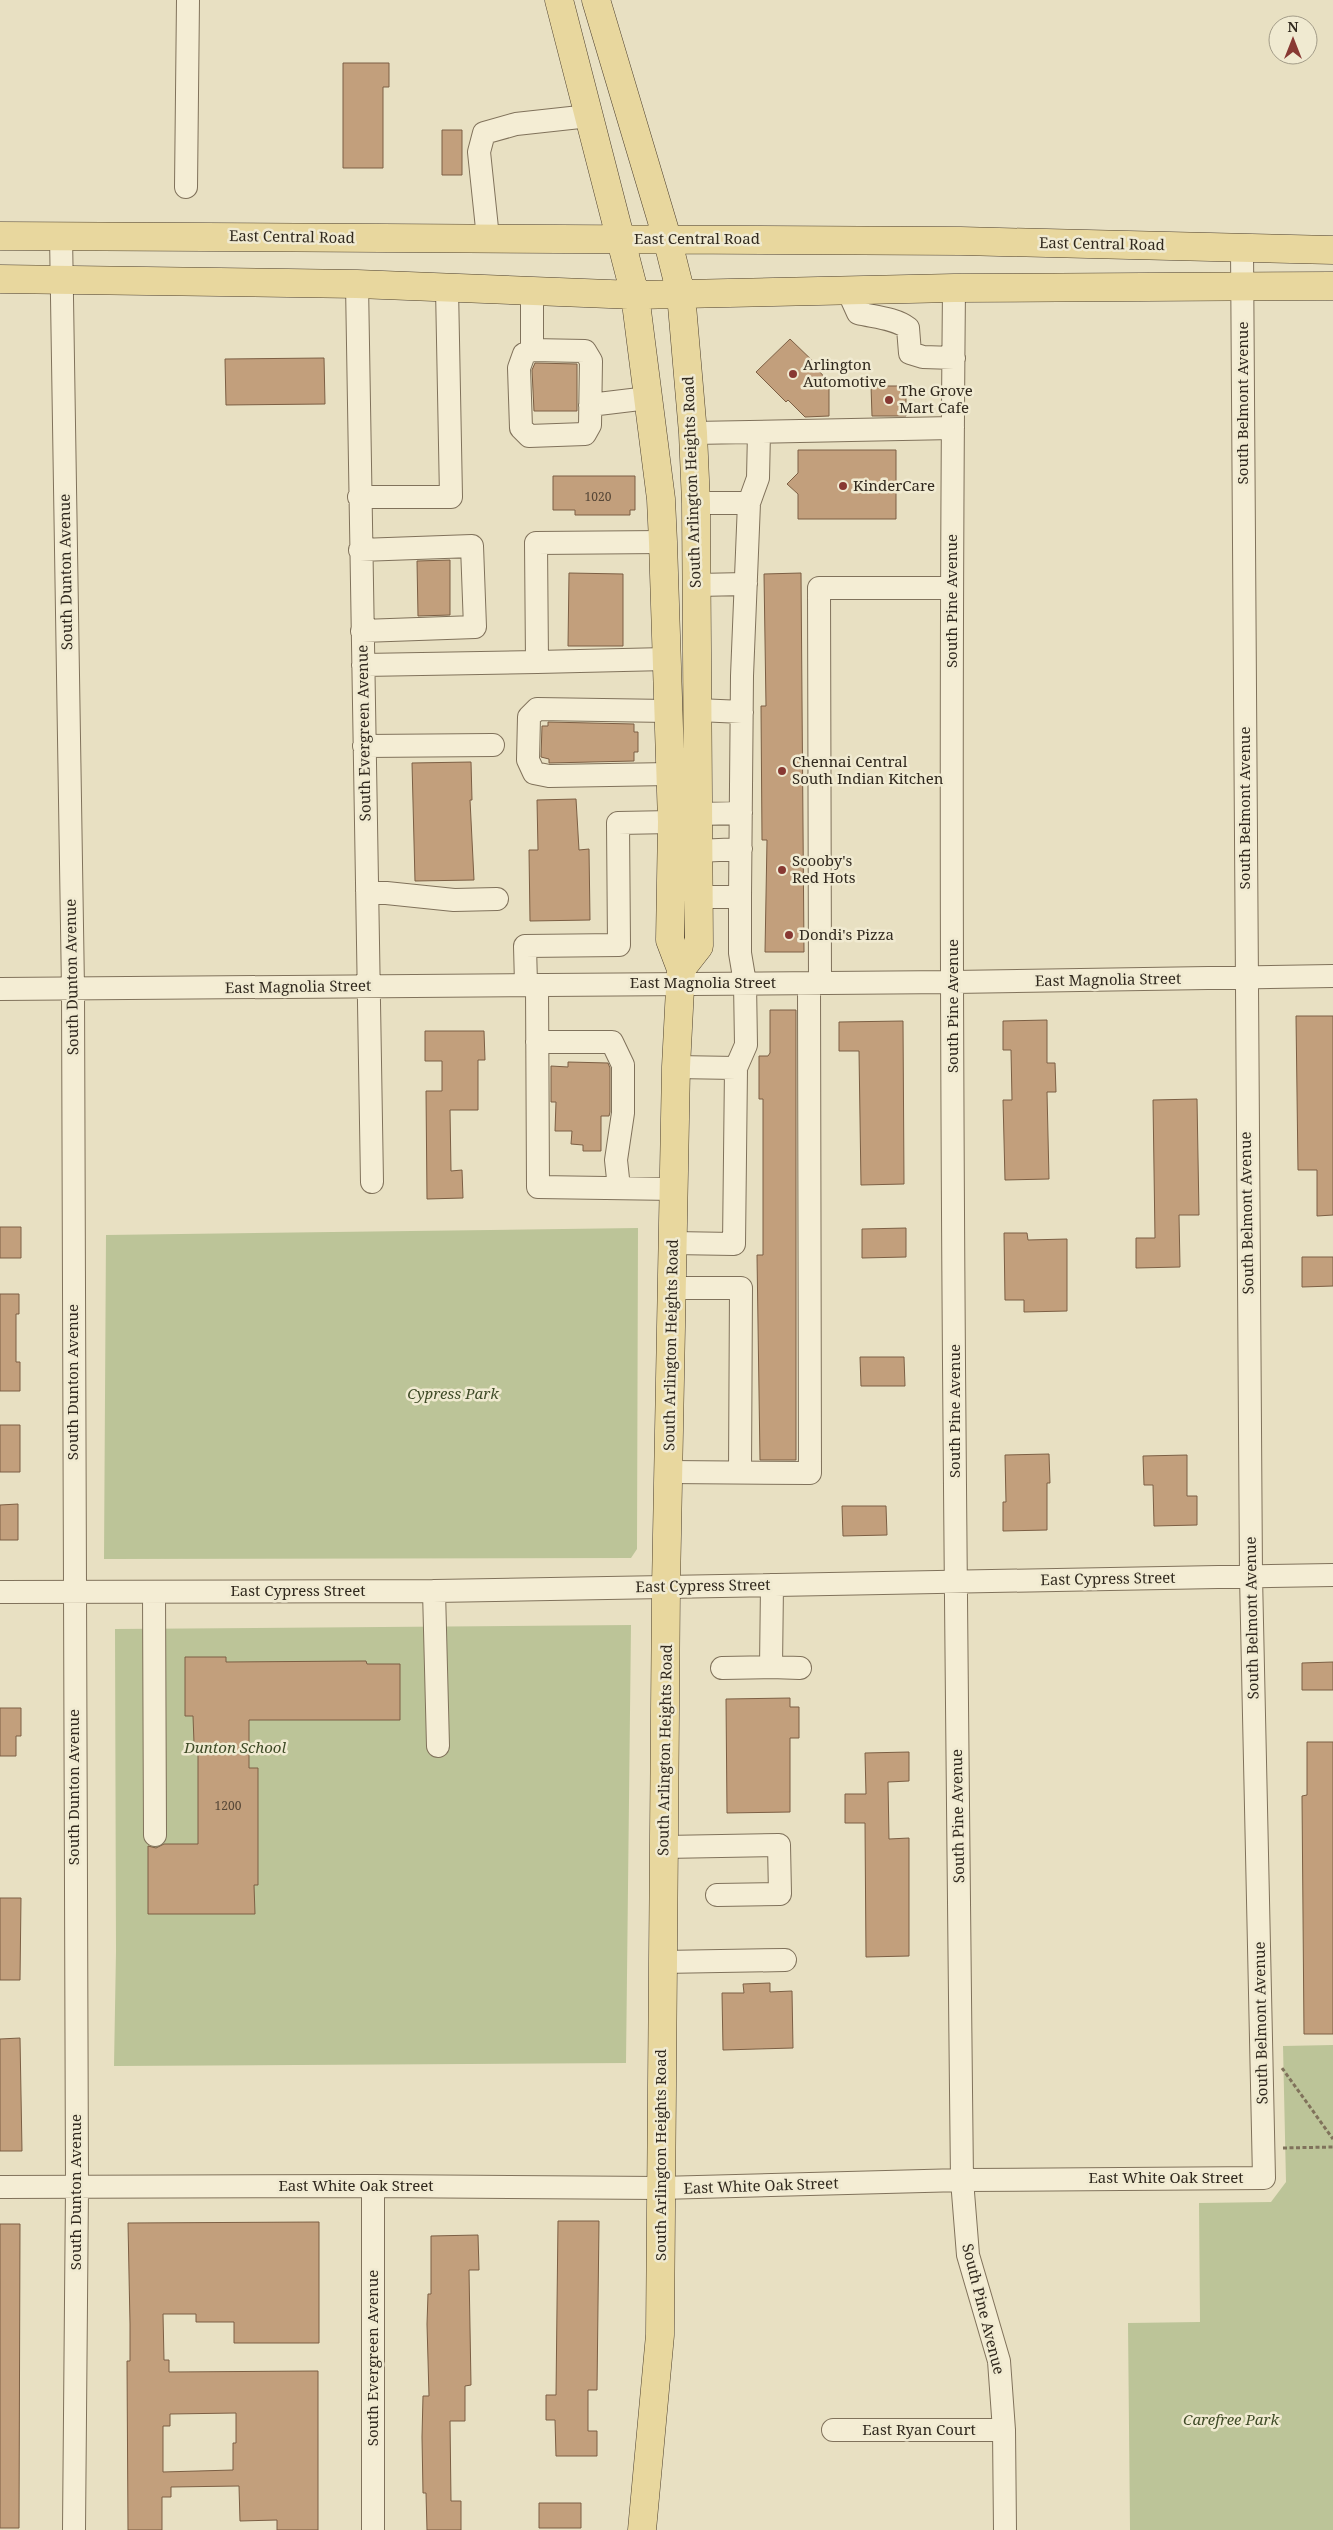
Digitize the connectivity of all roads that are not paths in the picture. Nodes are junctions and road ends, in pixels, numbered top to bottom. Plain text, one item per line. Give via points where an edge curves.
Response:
☆ ☆ ☆
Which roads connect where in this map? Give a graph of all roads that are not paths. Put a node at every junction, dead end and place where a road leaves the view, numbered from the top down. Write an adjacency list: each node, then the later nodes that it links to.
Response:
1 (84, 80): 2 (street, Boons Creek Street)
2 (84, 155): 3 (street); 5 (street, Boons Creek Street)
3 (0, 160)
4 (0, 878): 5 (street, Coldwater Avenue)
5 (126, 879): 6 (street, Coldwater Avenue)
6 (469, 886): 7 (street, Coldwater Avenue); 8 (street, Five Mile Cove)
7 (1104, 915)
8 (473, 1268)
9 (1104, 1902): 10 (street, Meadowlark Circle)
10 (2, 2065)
☆ ☆ ☆
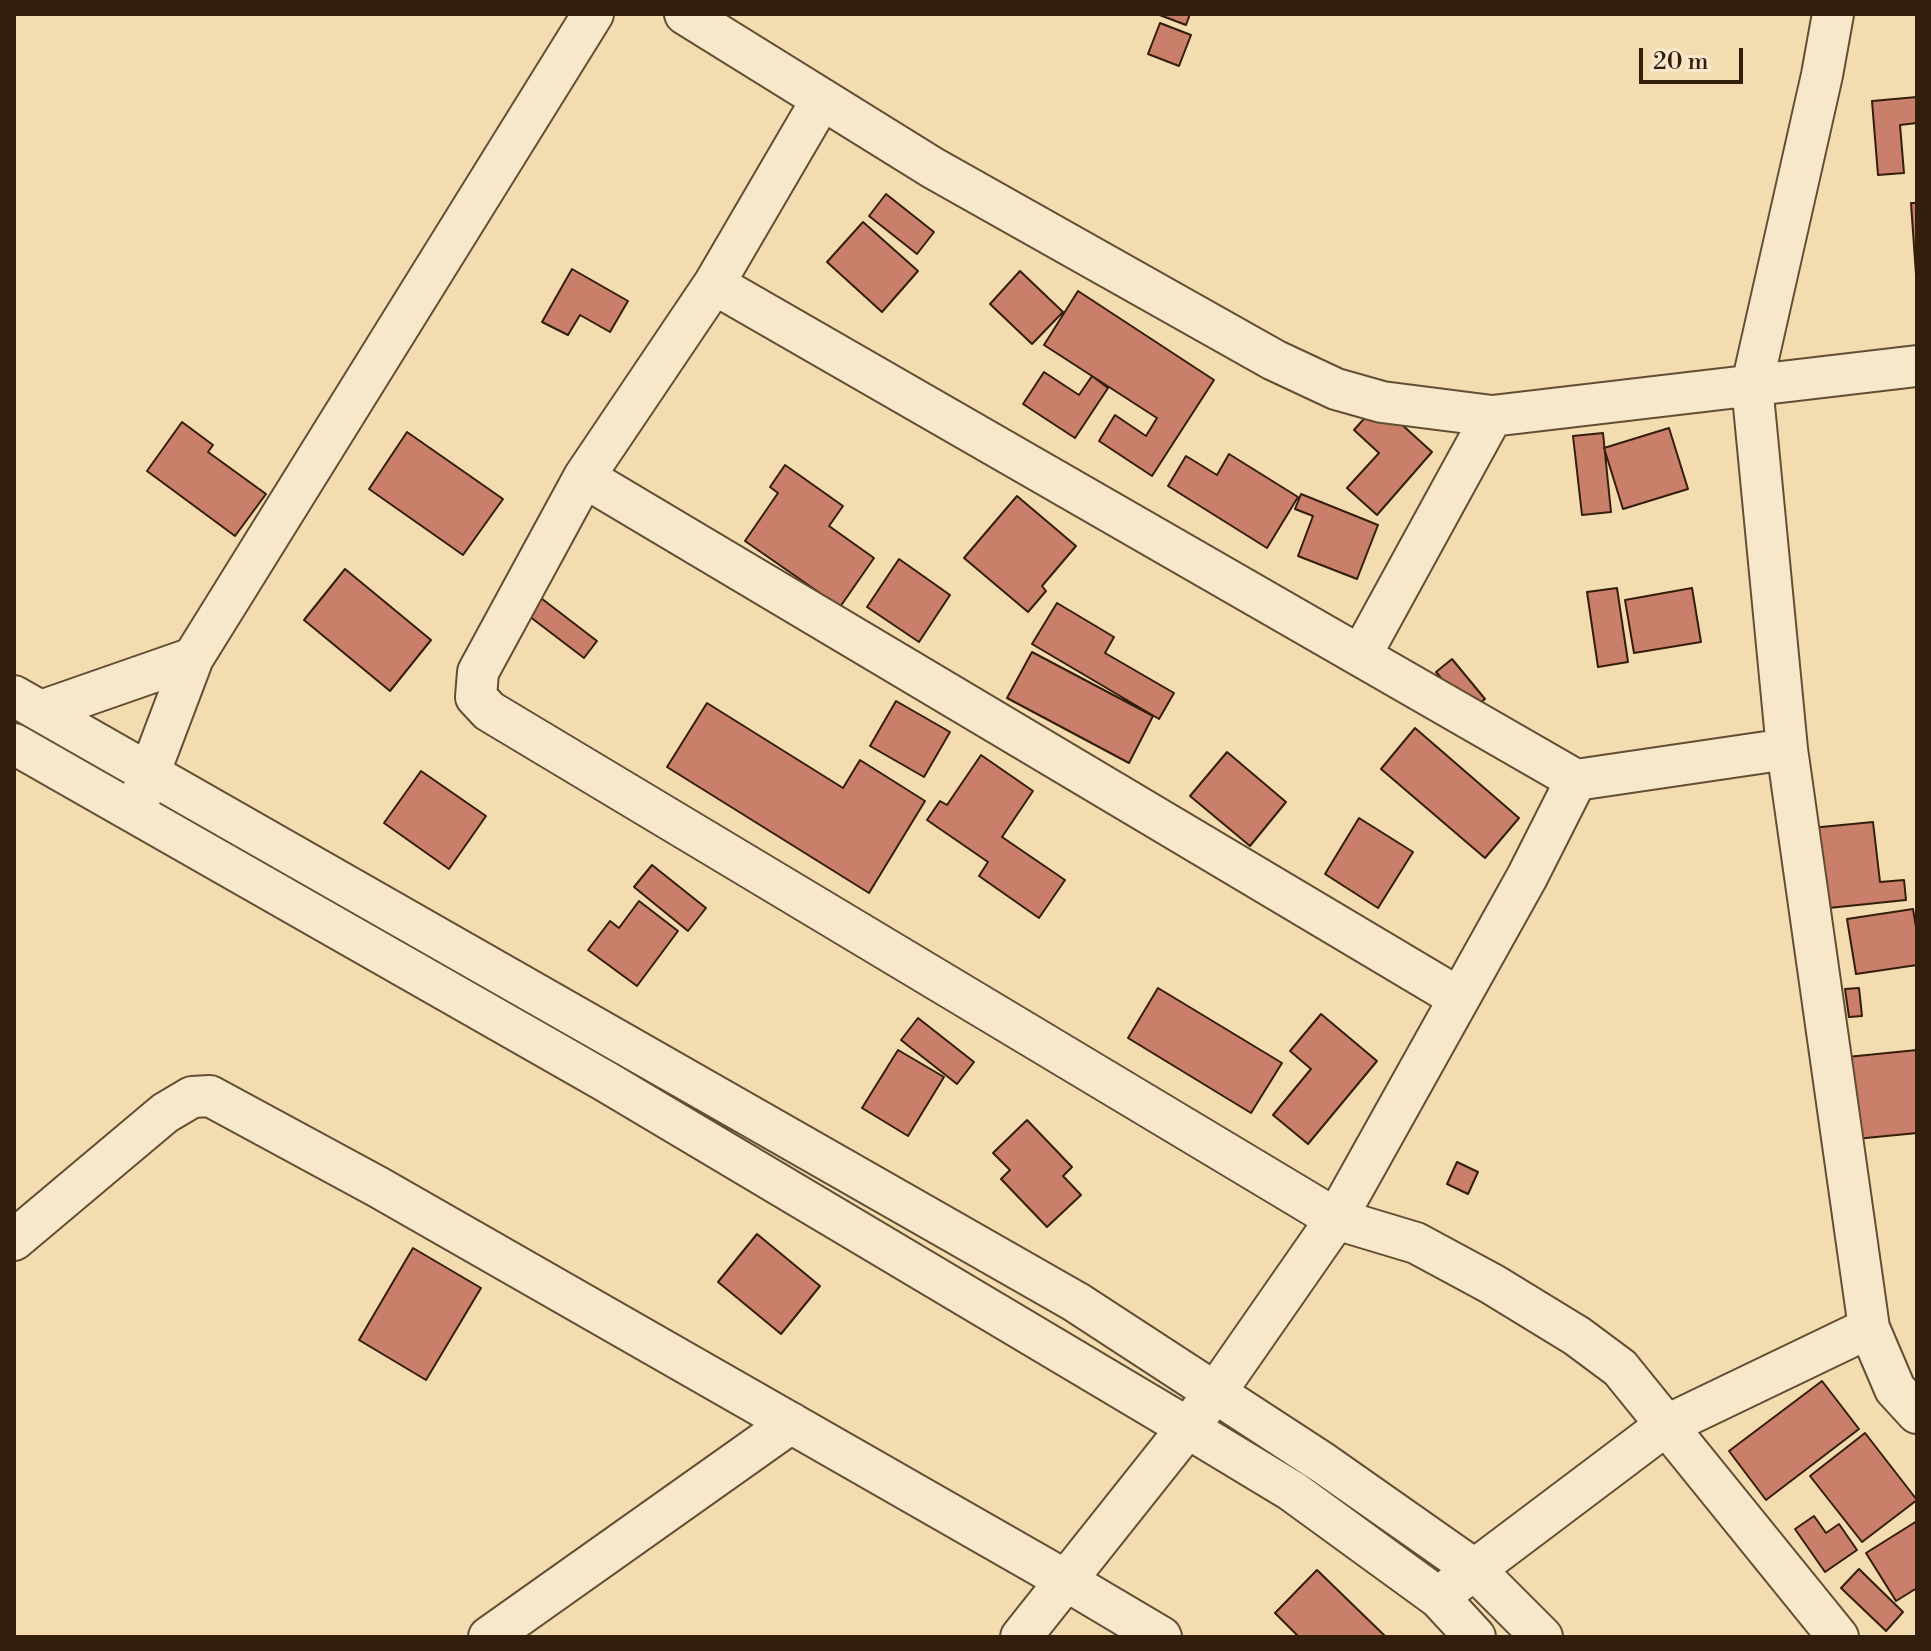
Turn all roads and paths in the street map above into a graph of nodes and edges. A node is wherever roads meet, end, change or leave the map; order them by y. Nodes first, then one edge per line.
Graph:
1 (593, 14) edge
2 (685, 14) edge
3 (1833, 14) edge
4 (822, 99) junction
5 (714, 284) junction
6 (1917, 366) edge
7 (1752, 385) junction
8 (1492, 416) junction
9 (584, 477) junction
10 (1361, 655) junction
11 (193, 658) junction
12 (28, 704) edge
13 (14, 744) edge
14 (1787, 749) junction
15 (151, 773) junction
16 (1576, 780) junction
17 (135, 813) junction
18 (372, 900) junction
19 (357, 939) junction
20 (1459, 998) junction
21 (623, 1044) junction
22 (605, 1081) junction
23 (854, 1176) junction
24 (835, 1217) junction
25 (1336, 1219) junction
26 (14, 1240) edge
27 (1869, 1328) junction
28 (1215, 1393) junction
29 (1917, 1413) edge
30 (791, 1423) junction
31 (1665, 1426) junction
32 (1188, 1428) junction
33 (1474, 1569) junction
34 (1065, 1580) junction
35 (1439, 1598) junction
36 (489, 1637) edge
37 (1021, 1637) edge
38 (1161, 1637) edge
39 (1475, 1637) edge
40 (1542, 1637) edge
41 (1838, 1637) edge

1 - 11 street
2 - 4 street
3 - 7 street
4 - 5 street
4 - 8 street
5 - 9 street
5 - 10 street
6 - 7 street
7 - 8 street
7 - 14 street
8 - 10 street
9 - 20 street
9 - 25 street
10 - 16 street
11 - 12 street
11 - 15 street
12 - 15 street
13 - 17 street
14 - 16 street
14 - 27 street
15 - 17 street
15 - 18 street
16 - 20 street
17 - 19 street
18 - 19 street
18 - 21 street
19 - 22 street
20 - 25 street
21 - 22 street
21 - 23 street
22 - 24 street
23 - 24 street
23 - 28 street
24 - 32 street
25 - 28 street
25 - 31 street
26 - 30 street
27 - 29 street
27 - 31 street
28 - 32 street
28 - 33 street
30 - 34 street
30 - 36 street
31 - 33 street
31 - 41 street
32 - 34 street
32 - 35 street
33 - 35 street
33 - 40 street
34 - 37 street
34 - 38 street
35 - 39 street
☆ ☆ ☆
▸ **WHAT THE EXERCISE ASKS**:
Only a number should be returned: how many lines in the material contain "then"?

▸ **TASK ANSWER**:
2